**What is expected**. Where the word "Right" appears in a line below, copy the whole line.

[People photos with keypoints]
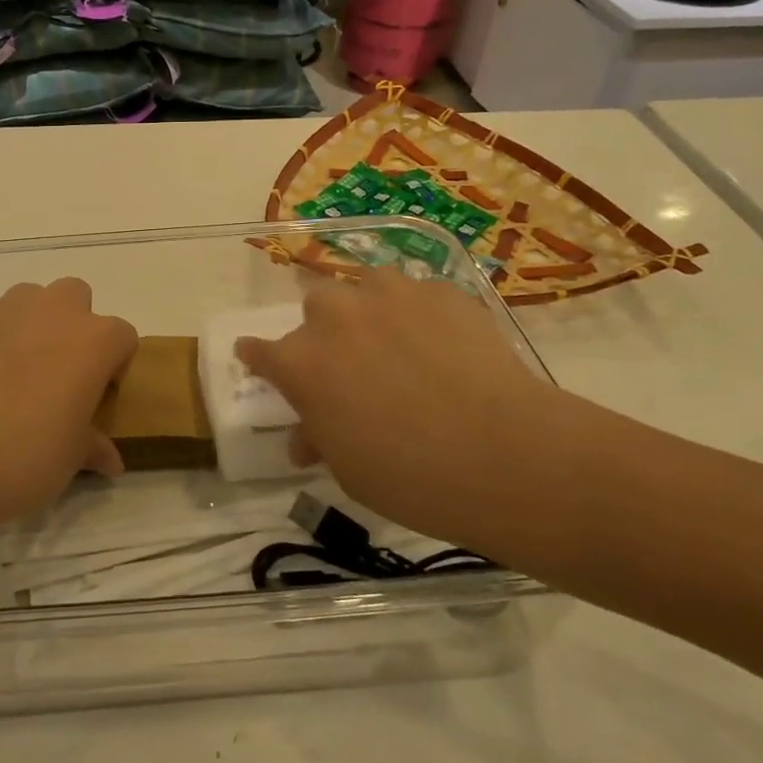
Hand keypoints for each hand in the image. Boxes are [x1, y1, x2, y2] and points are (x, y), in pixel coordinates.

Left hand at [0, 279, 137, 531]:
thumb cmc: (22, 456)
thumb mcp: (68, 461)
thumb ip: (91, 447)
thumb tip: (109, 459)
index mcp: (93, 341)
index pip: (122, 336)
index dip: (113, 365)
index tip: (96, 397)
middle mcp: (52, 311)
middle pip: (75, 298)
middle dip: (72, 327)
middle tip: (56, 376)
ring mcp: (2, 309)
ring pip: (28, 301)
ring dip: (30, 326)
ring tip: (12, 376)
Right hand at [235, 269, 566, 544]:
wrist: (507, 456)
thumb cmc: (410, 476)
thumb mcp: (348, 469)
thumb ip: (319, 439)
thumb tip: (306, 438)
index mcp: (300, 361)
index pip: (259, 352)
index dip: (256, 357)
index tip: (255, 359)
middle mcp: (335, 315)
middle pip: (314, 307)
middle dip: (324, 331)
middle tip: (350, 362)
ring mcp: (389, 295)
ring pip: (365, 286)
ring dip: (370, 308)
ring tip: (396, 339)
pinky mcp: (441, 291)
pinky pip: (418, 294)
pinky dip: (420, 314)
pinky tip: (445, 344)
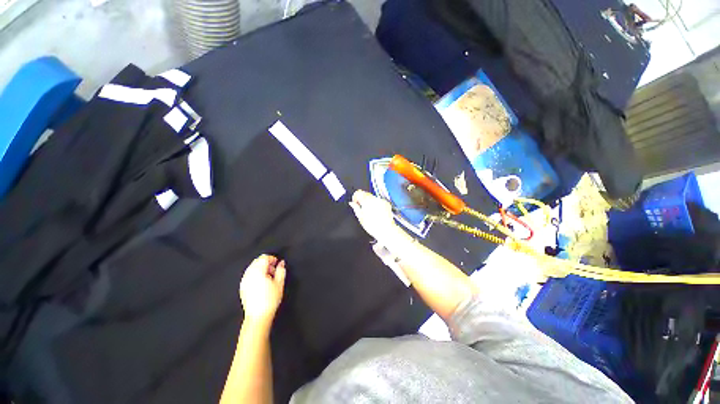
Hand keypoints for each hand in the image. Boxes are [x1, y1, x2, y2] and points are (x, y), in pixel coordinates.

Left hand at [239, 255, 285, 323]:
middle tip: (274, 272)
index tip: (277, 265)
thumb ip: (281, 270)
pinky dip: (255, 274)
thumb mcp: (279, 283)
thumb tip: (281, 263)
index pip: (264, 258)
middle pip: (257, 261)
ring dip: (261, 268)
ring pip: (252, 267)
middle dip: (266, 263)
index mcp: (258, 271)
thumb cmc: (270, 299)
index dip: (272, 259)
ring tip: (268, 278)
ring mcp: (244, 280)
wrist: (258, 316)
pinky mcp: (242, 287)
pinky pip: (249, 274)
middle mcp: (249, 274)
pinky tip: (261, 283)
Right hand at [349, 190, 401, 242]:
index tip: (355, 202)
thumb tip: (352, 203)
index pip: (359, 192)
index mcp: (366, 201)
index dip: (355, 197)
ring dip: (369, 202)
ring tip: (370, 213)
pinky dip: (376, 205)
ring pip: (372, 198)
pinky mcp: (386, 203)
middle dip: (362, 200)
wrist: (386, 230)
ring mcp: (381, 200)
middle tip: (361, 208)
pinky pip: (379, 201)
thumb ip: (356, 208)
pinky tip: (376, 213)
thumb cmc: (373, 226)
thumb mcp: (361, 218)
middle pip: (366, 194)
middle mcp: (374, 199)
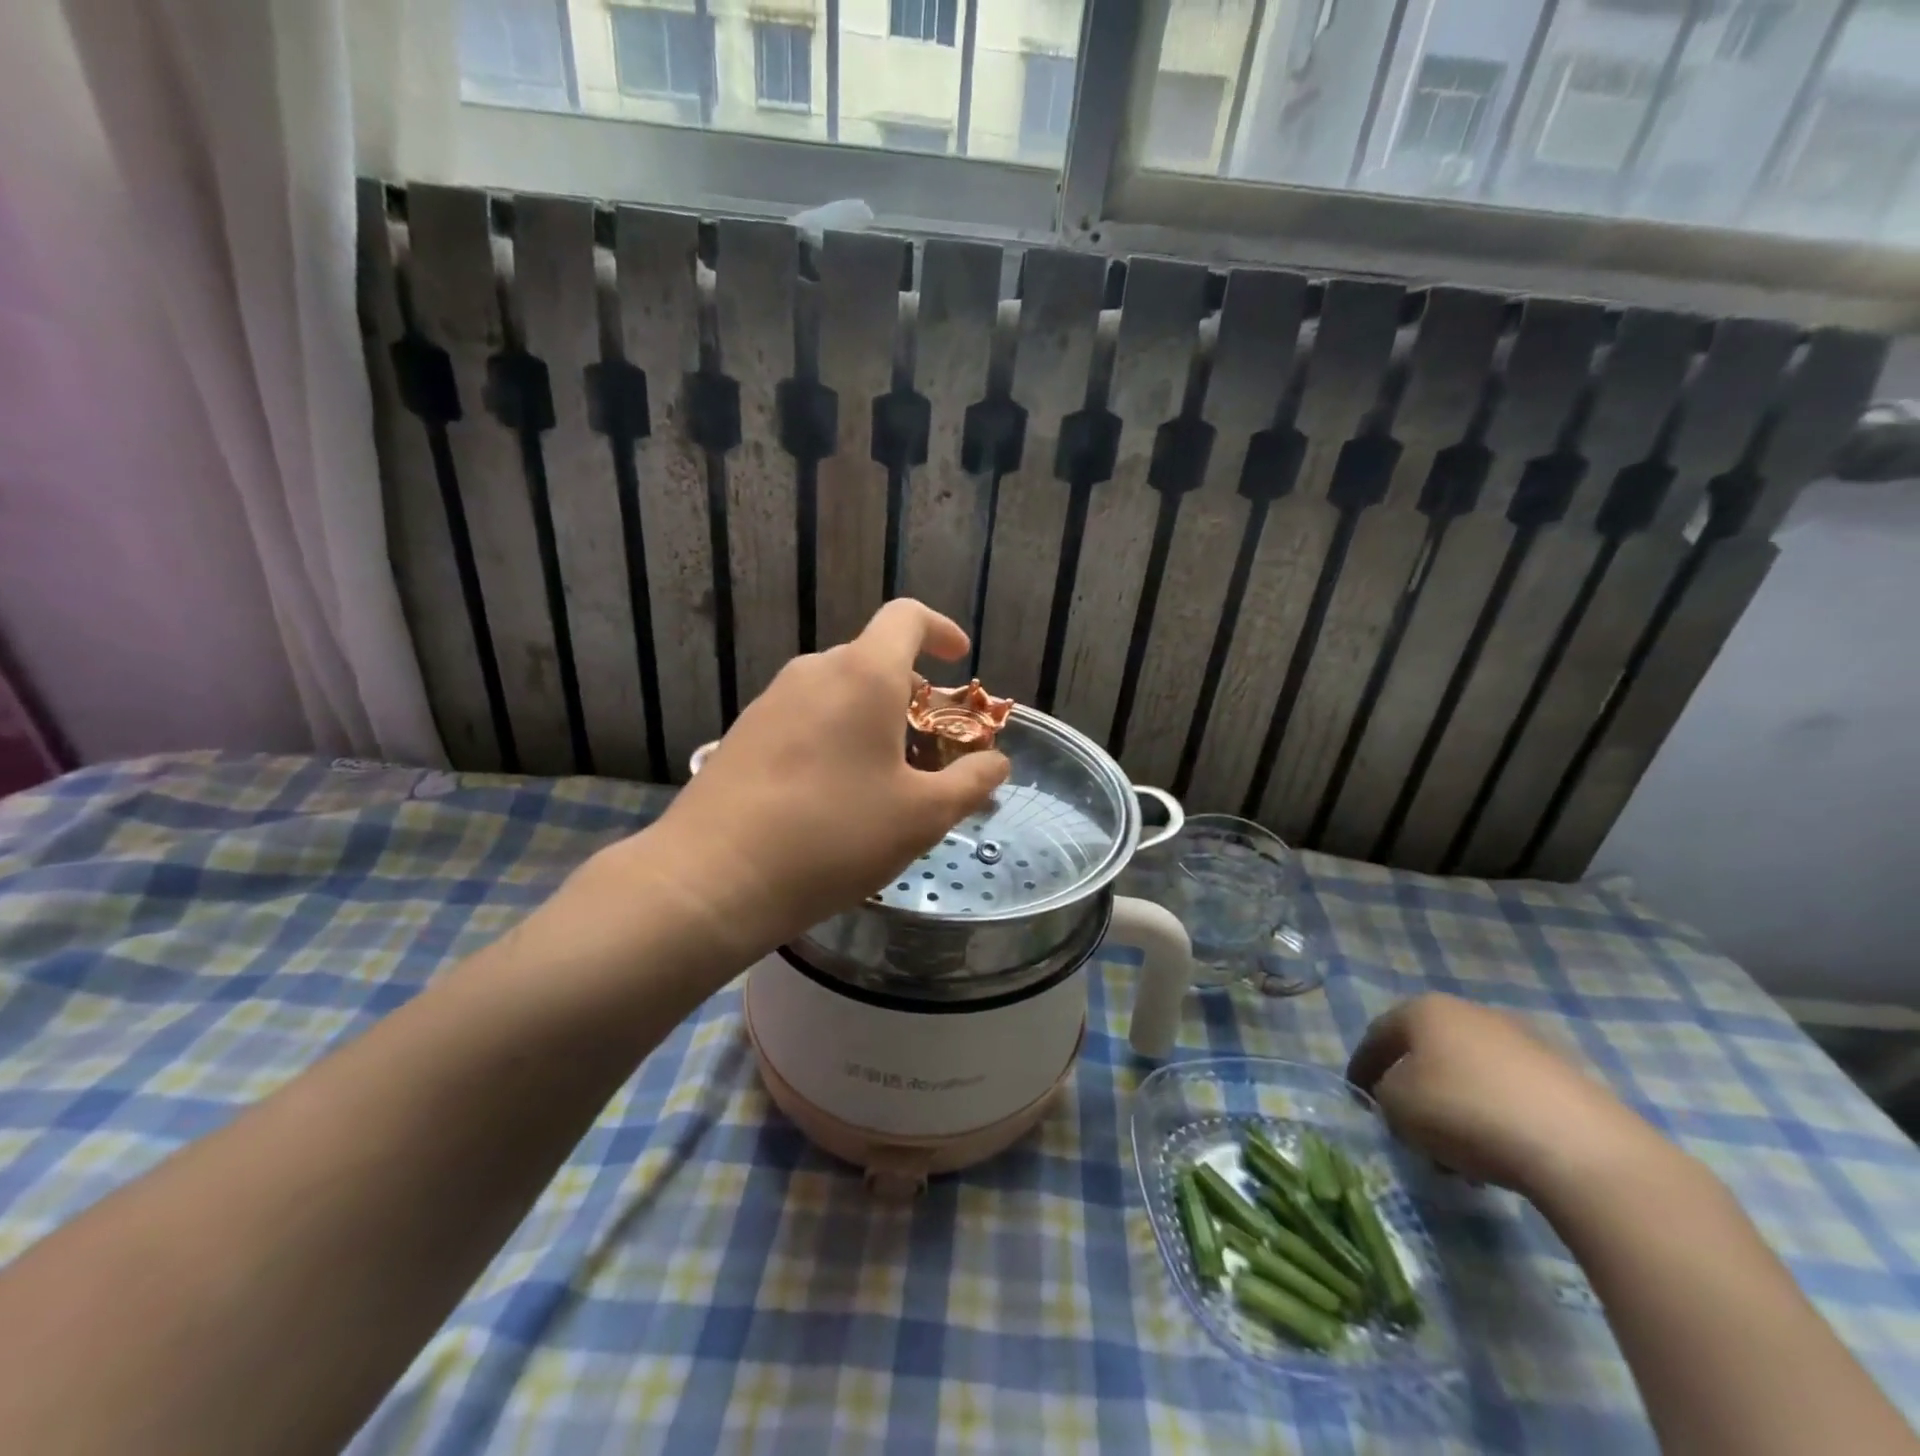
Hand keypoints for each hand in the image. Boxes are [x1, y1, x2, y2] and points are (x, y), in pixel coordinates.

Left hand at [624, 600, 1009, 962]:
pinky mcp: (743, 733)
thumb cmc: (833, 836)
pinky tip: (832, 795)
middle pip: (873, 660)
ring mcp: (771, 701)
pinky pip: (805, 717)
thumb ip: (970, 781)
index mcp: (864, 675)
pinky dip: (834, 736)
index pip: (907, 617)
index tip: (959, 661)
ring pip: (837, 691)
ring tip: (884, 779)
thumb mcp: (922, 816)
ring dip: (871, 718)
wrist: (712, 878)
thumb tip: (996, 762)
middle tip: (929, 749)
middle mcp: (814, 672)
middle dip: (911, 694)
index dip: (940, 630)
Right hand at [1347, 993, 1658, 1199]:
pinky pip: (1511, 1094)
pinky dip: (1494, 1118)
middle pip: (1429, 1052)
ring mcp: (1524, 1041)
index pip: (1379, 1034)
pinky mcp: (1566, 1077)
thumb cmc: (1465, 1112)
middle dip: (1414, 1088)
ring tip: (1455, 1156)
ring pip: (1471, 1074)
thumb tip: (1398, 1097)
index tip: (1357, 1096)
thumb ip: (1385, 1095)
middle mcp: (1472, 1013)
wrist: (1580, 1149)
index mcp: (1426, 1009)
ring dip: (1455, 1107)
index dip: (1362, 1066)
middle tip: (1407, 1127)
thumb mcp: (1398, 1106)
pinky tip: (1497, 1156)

**Response area**.
Right hand at [235, 269, 566, 544]:
Right hand at [349, 190, 401, 242]:
Right hand at [1347, 993, 1658, 1199]:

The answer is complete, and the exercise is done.